Ganz im Gegenteil - viele bedauern, dass die Einengung auf schwarze Kleidung aus "LLL" (Lack/Leder/Latex) auch zu Phantasielosigkeit führt. Nicht jeder SMer ist überhaupt "Fetischist" (was auch immer das im einzelnen Fall heißt), und unter denen, die es sind, gibt es genauso Leute, die auf Anoraks oder Wollsocken stehen. Dementsprechend gibt es mittlerweile auch genügend Angebote für andere Vorlieben - von Schlossparties über Tangogruppen bis zur Cabaret-Atmosphäre.
Sind SMer klüger, schöner oder sonstwie besser?
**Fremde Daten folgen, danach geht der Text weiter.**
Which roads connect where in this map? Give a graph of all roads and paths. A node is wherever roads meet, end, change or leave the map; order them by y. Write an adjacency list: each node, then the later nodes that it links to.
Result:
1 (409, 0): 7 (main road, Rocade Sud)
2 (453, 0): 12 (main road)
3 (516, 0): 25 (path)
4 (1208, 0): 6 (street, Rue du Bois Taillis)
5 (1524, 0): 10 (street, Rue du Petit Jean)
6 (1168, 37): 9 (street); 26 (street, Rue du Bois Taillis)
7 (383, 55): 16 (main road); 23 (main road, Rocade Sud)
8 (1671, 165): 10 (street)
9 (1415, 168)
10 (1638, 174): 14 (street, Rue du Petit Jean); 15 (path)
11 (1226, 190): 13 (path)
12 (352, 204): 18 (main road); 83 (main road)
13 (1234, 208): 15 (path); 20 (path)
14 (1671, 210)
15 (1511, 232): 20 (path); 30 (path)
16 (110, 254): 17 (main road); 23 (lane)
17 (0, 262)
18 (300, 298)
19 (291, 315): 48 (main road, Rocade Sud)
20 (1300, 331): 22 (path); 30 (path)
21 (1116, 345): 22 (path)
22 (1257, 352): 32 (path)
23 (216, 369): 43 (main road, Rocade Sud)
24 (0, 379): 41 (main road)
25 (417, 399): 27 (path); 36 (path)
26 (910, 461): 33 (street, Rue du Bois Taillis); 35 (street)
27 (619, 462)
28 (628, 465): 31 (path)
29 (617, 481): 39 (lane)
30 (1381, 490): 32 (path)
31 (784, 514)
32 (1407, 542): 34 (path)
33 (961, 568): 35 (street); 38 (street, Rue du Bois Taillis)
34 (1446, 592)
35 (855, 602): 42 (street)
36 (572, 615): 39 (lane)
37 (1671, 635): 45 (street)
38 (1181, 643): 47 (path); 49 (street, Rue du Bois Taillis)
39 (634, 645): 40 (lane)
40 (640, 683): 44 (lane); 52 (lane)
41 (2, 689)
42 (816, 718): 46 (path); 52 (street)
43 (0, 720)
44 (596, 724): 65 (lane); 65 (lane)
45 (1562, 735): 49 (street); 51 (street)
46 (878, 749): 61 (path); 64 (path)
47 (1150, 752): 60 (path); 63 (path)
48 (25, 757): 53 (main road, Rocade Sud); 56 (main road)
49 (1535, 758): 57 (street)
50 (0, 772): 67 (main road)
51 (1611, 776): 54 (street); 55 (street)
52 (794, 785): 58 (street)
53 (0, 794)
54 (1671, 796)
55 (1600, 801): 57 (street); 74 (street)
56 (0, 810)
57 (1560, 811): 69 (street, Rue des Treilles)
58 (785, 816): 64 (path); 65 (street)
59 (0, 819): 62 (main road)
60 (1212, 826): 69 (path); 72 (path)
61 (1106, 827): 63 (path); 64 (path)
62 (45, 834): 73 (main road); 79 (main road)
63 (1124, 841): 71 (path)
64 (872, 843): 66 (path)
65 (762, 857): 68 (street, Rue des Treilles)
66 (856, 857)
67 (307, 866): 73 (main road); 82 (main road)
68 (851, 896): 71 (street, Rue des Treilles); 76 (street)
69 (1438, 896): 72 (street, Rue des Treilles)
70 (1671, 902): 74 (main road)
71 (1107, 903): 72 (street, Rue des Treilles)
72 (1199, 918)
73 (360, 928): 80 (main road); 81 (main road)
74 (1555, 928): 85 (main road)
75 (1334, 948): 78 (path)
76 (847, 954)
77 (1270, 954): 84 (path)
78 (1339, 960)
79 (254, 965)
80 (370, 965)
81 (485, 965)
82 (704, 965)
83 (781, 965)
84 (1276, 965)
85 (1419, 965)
Jeder Besucher einschlägiger Parties wird es schnell bemerkt haben: Dort sind nicht nur 20jährige Fetish-Models mit Idealmaßen zu Gange, sondern ganz normale Leute. Sadomasochisten sind auch nicht intelligenter als die Durchschnittsbevölkerung. Sie haben lediglich den Vorteil, dass sie sich gezwungermaßen mehr mit ihrer Sexualität auseinandersetzen mussten. Darüberhinaus ist/sind die "Szene(n)" ein Spiegelbild der Gesellschaft. Es gibt ausgeflippte und seriöse Leute, Christen, Atheisten, Heiden und anders religiös orientierte Menschen, Asketen und Genießer, eher links und mehr konservativ ausgerichtete Personen, Extrovertierte und Schweiger, ...
Und nein - überdurchschnittlich tolerant sind wir leider auch nicht.
Darüber möchte ich mehr wissen.
Dann können wir auf die einschlägigen Angebote im Netz verweisen, allen voran Datenschlag.
Gleichermaßen kostenlos sind die weiteren Empfehlungen nicht: Unter der deutschsprachigen Sachliteratur ist die mit dem SM-Handbuch von Matthias T.J. Grimme beginnende Reihe von Ratgebern aus dem Charon-Verlag zu nennen. Ein recht informatives und dabei locker geschriebenes "Handbuch für Sadomasochisten und solche, die es werden wollen" ist Die Wahl der Qual von Kathrin Passig und Ira Strübel. Nicht nur für Fans wissenschaftlicher Studien lesenswert ist Sadomasochismus. Szenen und Rituale von Thomas A. Wetzstein (manchen auch als "die Trierer Studie" bekannt). Außerdem sind vor einiger Zeit Norbert Elbs SM-Sexualität - Selbstorganisation einer sexuellen Subkultur sowie der Tagungsband Lust-voller Schmerz erschienen. Daneben gibt es noch andere, meist nicht veröffentlichte studentische Abschlussarbeiten zu einzelnen Aspekten des BDSM.
Das Angebot an einschlägiger Belletristik hat sich in in jüngerer Zeit infolge des Engagements neuer Autoren sowohl qualitativ als auch quantitativ deutlich erhöht. Die besseren dieser Werke sind ebenso wie die vorher genannten Bücher problemlos auch im normalen Buchhandel erhältlich.